## YOUR GOAL
Select all lines holding the word "edges" from the entries that follow.

---------- EXTRACTED INFORMATION ----------

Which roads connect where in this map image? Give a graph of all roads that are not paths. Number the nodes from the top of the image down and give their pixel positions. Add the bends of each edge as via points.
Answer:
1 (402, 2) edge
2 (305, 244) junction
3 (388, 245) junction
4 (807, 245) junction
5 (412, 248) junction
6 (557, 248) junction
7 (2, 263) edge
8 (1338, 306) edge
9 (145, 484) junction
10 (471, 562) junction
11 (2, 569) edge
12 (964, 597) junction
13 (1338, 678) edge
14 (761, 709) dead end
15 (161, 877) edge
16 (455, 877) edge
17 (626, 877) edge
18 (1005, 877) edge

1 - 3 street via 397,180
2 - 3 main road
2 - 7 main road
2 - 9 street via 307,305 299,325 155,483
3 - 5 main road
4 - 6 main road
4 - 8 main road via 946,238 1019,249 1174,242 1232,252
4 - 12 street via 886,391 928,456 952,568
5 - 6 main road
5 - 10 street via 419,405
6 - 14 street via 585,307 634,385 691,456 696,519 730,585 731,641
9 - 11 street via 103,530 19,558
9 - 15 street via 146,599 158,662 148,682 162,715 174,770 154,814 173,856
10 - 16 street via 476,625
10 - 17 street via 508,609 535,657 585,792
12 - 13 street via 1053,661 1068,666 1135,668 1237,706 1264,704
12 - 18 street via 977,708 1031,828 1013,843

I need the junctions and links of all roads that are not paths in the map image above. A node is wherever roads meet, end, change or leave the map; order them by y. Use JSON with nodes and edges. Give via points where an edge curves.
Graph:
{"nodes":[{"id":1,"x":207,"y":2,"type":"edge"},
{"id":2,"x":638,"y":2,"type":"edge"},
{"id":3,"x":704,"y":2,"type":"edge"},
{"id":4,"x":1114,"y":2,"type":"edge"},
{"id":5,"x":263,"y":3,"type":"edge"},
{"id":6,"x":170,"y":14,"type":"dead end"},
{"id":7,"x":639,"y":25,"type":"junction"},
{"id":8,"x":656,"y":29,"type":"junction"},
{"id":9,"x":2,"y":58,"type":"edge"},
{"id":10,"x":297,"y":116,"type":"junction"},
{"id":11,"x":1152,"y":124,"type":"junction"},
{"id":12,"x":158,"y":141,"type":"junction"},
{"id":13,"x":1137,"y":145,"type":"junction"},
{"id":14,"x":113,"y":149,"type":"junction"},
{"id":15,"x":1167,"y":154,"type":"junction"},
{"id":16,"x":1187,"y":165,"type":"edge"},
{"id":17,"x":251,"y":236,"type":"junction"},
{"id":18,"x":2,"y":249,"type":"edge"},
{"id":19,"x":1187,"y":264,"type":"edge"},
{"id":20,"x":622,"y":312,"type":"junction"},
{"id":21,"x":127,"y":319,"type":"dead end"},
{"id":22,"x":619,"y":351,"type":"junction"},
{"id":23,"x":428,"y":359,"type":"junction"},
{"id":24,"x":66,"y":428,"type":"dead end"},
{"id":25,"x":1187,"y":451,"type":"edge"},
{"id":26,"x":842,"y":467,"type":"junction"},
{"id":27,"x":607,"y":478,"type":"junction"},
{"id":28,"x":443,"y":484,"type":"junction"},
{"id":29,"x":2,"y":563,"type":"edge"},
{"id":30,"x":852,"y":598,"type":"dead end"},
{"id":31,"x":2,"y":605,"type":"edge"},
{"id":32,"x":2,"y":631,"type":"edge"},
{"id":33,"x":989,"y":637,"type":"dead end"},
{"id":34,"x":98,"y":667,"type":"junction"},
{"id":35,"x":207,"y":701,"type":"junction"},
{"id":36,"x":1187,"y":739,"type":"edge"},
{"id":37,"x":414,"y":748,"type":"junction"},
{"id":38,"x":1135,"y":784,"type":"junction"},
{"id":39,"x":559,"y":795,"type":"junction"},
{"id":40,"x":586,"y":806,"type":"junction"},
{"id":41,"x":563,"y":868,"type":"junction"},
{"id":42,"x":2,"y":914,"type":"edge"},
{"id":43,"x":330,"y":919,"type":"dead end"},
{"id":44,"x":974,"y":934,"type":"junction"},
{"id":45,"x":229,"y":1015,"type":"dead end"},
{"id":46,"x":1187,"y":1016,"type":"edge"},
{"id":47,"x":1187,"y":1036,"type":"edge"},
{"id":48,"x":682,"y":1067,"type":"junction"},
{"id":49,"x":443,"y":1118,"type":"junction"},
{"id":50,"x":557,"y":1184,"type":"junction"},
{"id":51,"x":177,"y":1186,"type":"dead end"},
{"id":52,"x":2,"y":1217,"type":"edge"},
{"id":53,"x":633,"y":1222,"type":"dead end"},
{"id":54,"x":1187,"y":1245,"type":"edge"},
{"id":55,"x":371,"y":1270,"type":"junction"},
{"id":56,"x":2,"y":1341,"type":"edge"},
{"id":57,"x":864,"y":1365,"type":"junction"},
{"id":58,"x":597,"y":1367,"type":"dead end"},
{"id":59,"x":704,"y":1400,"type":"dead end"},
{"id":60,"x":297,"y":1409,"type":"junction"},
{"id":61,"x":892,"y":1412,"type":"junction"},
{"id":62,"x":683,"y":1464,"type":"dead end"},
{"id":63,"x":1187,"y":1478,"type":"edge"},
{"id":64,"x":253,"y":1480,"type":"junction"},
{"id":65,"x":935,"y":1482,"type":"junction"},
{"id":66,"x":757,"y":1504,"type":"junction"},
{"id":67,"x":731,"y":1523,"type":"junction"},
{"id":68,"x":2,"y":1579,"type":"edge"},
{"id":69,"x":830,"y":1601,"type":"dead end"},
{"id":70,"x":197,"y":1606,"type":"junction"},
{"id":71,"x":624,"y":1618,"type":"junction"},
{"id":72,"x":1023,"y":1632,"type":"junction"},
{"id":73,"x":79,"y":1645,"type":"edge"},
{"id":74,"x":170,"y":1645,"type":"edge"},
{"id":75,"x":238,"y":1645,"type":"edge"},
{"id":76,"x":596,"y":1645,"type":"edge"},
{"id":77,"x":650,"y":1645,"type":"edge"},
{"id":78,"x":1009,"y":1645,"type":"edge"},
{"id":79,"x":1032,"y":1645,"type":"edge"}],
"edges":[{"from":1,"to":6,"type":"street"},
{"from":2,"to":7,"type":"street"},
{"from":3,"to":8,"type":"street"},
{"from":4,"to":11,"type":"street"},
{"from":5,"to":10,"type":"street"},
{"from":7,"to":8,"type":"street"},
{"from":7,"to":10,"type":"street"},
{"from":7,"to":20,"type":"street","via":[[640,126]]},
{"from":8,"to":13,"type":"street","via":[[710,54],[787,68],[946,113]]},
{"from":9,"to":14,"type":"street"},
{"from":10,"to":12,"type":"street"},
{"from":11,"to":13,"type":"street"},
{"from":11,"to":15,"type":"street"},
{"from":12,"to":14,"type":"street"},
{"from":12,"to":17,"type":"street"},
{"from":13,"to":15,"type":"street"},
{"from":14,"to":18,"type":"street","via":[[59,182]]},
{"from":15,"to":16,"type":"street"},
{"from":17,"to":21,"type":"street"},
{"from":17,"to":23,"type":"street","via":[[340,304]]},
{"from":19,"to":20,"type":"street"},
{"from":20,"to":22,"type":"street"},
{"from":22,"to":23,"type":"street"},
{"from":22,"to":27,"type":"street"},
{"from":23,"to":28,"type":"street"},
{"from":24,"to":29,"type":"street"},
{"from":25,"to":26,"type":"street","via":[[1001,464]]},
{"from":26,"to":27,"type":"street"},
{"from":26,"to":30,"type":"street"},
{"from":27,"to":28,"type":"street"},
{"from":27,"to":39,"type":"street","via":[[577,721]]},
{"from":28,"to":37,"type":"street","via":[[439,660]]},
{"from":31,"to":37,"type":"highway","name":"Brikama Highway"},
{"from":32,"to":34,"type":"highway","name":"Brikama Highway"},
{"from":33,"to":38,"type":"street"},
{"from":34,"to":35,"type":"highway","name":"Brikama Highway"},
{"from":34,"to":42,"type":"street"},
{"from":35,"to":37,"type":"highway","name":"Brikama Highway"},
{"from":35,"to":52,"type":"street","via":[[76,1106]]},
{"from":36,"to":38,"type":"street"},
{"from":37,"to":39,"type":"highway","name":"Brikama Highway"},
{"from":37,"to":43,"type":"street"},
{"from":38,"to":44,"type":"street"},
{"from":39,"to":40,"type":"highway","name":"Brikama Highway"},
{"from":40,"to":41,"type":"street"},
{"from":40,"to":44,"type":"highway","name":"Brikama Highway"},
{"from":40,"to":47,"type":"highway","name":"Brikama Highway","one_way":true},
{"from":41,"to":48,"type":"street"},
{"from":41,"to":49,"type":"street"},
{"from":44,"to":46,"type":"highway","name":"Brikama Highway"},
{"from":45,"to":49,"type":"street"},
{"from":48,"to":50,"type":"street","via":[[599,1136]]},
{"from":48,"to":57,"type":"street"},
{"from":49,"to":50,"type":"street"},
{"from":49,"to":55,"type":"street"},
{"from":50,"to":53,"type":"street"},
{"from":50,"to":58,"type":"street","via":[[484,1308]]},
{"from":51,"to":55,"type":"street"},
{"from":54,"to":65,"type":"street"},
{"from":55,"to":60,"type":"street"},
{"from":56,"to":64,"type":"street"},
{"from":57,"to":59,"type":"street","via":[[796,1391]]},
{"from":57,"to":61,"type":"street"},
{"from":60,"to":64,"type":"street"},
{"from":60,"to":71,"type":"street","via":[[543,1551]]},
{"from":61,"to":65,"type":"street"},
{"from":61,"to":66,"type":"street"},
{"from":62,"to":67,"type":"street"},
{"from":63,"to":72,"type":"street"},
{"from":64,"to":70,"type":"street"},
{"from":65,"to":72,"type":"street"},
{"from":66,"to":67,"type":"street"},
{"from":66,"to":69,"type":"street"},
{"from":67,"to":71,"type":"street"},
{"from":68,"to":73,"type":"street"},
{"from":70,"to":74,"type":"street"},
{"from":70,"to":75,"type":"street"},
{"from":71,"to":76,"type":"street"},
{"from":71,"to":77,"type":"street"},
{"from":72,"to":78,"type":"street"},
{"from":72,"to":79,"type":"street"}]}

----------

## THE ANSWER
I need the junctions and links of all roads that are not paths in the map image above. A node is wherever roads meet, end, change or leave the map; order them by y. Use JSON with nodes and edges. Give via points where an edge curves.
"edges":[{"from":1,"to":6,"type":"street"},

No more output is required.